— What is required —
Would you show every line from the records that holds "dead"?

— Source material —

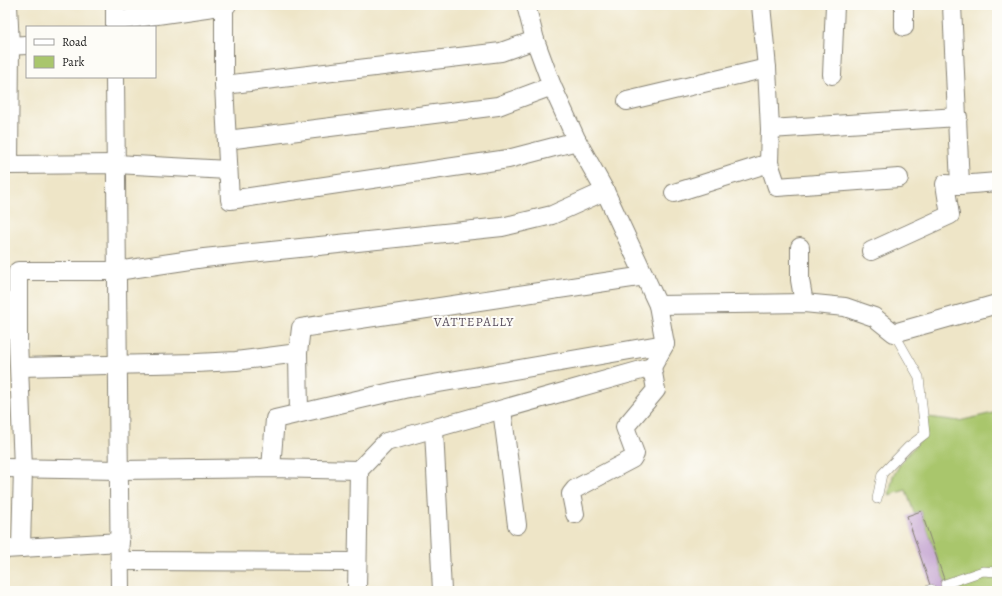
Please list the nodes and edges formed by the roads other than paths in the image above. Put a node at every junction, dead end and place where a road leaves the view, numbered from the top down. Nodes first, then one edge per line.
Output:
1 (8, 5) edge
2 (225, 5) edge
3 (526, 5) edge
4 (761, 5) edge
5 (835, 5) edge
6 (904, 5) edge
7 (952, 5) edge
8 (115, 18) edge
9 (904, 28) dead end
10 (535, 40) junction
11 (14, 46) edge
12 (767, 68) junction
13 (832, 75) dead end
14 (115, 78) edge
15 (224, 85) junction
16 (552, 86) junction
17 (626, 101) dead end
18 (958, 117) junction
19 (770, 129) junction
20 (227, 140) junction
21 (577, 141) junction
22 (769, 163) junction
23 (116, 164) junction
24 (228, 170) junction
25 (899, 178) dead end
26 (997, 182) edge
27 (960, 185) junction
28 (605, 191) junction
29 (674, 193) dead end
30 (800, 247) dead end
31 (871, 252) dead end
32 (117, 271) junction
33 (645, 276) junction
34 (804, 303) junction
35 (997, 304) edge
36 (658, 305) junction
37 (894, 333) junction
38 (12, 340) edge
39 (665, 344) junction
40 (298, 353) junction
41 (118, 366) junction
42 (20, 367) junction
43 (652, 367) junction
44 (502, 410) junction
45 (299, 413) junction
46 (434, 430) junction
47 (14, 468) edge
48 (271, 468) junction
49 (119, 470) junction
50 (359, 470) junction
51 (877, 499) dead end
52 (575, 514) dead end
53 (517, 525) dead end
54 (120, 542) junction
55 (13, 549) edge
56 (120, 561) junction
57 (357, 562) junction
58 (997, 572) edge
59 (945, 584) dead end
60 (120, 591) edge
61 (357, 591) edge
62 (442, 591) edge

1 - 11 street
2 - 8 street
2 - 15 street
3 - 10 street
4 - 12 street
5 - 13 street
6 - 9 street
7 - 18 street
10 - 15 street
10 - 16 street
11 - 23 street
12 - 17 street
12 - 19 street
14 - 23 street
15 - 20 street
16 - 20 street
16 - 21 street
18 - 19 street
18 - 27 street
19 - 22 street
20 - 24 street
21 - 24 street
21 - 28 street
22 - 25 street
22 - 29 street
23 - 24 street
23 - 32 street
26 - 27 street
27 - 31 street
28 - 32 street
28 - 33 street
30 - 34 street
32 - 38 street
32 - 41 street
33 - 36 street
33 - 40 street
34 - 36 street
34 - 37 street
35 - 37 street
36 - 39 street
37 - 51 lane
38 - 42 street
39 - 43 street
39 - 45 street
40 - 41 street
40 - 45 street
41 - 42 street
41 - 49 street
42 - 47 street
43 - 44 street
43 - 52 street
44 - 46 street
44 - 53 street
45 - 48 street
46 - 50 street
46 - 62 street
47 - 49 street
47 - 55 street
48 - 49 street
48 - 50 street
49 - 54 street
50 - 57 street
54 - 55 street
54 - 56 street
56 - 57 street
56 - 60 street
57 - 61 street
58 - 59 lane

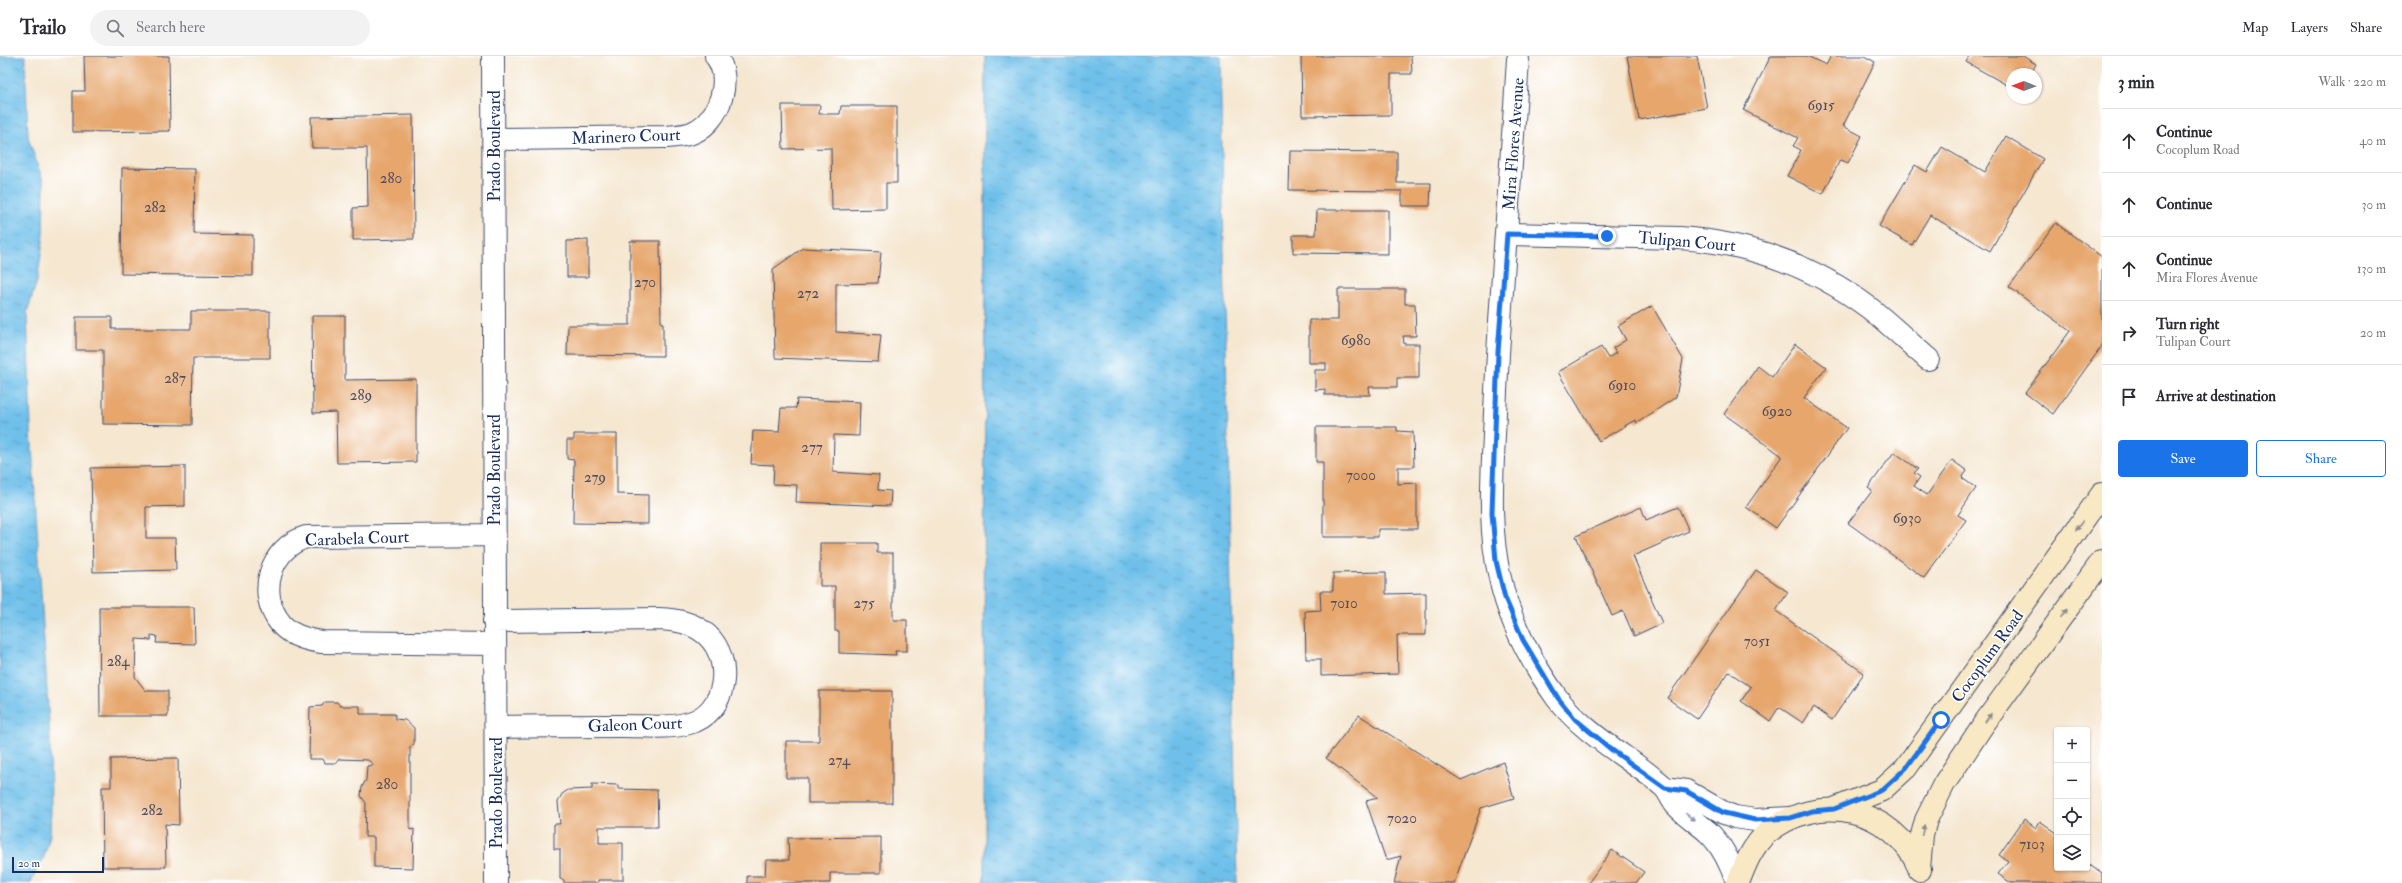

— Exercise response —
Please list the nodes and edges formed by the roads other than paths in the image above. Put a node at every junction, dead end and place where a road leaves the view, numbered from the top down. Nodes first, then one edge per line.
9 (904, 28) dead end
13 (832, 75) dead end
17 (626, 101) dead end
25 (899, 178) dead end
29 (674, 193) dead end
30 (800, 247) dead end
31 (871, 252) dead end
51 (877, 499) dead end
52 (575, 514) dead end
53 (517, 525) dead end
59 (945, 584) dead end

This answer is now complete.